Some epistemologists argue that there are certain facts that cannot be learned because there are limits to our use of language. Specifically, the human mind originally evolved in a terrain of extended bodies that moved at relative speeds in a moderately short time span. Our language describes the physics of this terrain. In particular, there is a theory of physics embedded in language. There is a theory of mass embedded in nouns, a theory of action embedded in verbs, a theory of time embedded in tense and a theory of space embedded in prepositions (Pinker, The Stuff of Thought, p. 192-6). Yet the theory of physics embedded in language is not necessarily an accurate reflection of the physics of the external world. It could be that there are certain barriers in our language that prevent us from fully comprehending truths about the universe. Take our use of tense, for example. It is very difficult to articulate sentences that are not in a particular tense. This being the case, questions such, ‘What happened before time began?’ are completely nonsensical to us, since the use of ‘before’ assumes the existence of time.
To continue upon the theme of time, there are future tense facts that cannot be learned either. For example, if human beings are genuinely free creatures and the future is not fixed, then it is logically impossible to know with certainty the future actions of those free creatures.
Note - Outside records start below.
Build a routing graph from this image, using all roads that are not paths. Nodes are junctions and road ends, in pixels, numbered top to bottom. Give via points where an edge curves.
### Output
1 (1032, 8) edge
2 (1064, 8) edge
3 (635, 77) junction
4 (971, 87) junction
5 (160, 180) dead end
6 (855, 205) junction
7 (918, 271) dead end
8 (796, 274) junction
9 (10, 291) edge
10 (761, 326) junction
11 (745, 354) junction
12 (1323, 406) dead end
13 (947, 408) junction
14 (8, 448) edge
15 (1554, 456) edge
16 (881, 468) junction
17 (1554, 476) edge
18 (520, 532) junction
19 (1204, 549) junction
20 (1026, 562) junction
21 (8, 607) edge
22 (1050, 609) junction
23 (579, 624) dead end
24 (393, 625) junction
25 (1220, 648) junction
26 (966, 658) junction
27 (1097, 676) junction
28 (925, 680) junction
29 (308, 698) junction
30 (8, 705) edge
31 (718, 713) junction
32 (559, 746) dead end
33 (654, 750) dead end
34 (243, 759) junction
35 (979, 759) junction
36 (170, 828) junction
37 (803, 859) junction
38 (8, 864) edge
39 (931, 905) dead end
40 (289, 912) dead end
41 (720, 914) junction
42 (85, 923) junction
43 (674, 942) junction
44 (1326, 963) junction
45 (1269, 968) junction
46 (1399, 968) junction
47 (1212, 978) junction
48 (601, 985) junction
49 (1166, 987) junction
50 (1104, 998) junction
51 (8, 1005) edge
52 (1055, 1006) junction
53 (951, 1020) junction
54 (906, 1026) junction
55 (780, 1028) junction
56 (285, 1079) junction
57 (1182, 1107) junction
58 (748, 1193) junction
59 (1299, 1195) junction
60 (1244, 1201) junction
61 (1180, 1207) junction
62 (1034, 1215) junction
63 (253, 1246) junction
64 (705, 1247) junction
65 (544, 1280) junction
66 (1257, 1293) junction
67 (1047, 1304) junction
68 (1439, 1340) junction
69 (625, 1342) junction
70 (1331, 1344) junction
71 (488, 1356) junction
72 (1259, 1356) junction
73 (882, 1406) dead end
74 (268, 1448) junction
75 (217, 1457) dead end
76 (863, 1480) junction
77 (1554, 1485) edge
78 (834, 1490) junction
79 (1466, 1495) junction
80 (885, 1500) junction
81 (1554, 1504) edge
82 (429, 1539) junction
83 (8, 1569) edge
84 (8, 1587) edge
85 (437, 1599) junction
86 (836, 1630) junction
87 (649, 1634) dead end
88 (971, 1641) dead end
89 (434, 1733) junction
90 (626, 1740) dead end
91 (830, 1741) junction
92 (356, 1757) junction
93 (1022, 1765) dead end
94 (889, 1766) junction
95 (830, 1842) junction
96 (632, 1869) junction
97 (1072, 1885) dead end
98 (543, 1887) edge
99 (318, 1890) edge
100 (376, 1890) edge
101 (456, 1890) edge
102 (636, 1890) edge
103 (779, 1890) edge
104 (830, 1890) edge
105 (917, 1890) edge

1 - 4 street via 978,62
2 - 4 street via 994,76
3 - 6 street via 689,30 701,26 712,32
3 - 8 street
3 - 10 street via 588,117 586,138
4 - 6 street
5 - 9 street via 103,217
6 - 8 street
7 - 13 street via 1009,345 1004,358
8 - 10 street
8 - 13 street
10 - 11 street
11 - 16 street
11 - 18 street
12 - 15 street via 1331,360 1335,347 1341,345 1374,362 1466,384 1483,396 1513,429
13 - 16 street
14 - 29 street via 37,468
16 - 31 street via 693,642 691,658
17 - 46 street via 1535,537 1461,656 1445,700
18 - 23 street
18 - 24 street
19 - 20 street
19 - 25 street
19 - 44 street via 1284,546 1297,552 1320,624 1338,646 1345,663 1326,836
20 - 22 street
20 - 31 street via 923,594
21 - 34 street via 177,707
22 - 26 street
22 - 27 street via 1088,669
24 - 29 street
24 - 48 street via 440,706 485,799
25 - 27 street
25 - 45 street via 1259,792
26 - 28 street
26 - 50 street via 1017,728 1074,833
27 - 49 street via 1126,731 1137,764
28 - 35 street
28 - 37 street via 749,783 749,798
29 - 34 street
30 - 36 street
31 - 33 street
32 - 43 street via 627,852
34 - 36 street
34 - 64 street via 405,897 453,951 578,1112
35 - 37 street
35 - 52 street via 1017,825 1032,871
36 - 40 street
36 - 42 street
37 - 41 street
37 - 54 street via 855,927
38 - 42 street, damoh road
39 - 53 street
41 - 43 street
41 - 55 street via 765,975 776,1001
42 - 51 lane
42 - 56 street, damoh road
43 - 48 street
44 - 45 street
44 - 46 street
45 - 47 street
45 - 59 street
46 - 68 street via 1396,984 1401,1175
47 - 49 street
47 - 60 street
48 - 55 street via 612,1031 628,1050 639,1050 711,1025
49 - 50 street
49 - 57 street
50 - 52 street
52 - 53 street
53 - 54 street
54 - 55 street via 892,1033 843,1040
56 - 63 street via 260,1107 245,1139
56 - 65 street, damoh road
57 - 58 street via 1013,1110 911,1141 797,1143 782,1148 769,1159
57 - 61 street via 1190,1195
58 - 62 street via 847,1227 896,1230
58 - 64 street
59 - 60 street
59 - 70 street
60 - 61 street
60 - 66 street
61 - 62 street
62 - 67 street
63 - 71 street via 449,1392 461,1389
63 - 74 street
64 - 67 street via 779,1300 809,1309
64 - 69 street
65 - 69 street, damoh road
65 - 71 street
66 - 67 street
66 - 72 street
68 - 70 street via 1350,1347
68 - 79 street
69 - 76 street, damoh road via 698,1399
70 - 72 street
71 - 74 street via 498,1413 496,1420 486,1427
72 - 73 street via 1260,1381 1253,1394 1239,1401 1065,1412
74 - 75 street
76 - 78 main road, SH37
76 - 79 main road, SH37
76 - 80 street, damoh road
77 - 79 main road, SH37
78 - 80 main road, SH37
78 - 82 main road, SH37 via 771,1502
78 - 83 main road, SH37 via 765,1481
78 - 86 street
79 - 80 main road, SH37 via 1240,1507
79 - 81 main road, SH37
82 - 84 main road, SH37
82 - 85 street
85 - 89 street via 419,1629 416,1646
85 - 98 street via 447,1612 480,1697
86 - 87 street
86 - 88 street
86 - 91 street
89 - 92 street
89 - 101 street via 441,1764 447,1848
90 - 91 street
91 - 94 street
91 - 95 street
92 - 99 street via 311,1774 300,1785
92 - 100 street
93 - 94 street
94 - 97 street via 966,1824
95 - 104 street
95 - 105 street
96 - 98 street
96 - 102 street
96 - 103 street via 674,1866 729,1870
In addition, physicists tend to believe that there is an inherit randomness to the universe. This being the case, physicists can only calculate the likelihood of the universe inhabiting a certain future state, but cannot know with certainty that the universe will inhabit such a state. Some philosophers, such as the late David Hume, have argued that we cannot know the sun will rise tomorrow, since prior experiences cannot determine what we will in fact experience.
In conclusion, epistemology is a very broad and comprehensive topic. Although it is a highly abstract field of study, it is the necessary foundation for conducting other modes of research in science, history and ethics. One reason that epistemology is technical is that there are different types of knowledge that can be acquired through memory, learning and language. Memorizing or being aware of certain propositions is not synonymous with understanding certain propositions. One of the fruits of epistemology is that it allows us to explore what we can and cannot know. Some philosophers have argued that language inhibits us from understanding certain truths about the universe, such as whether time began. Other philosophers have argued that future tense facts are unknowable as well. Thus illustrates the difficulties that accompany finite creatures trying to know an infinite universe.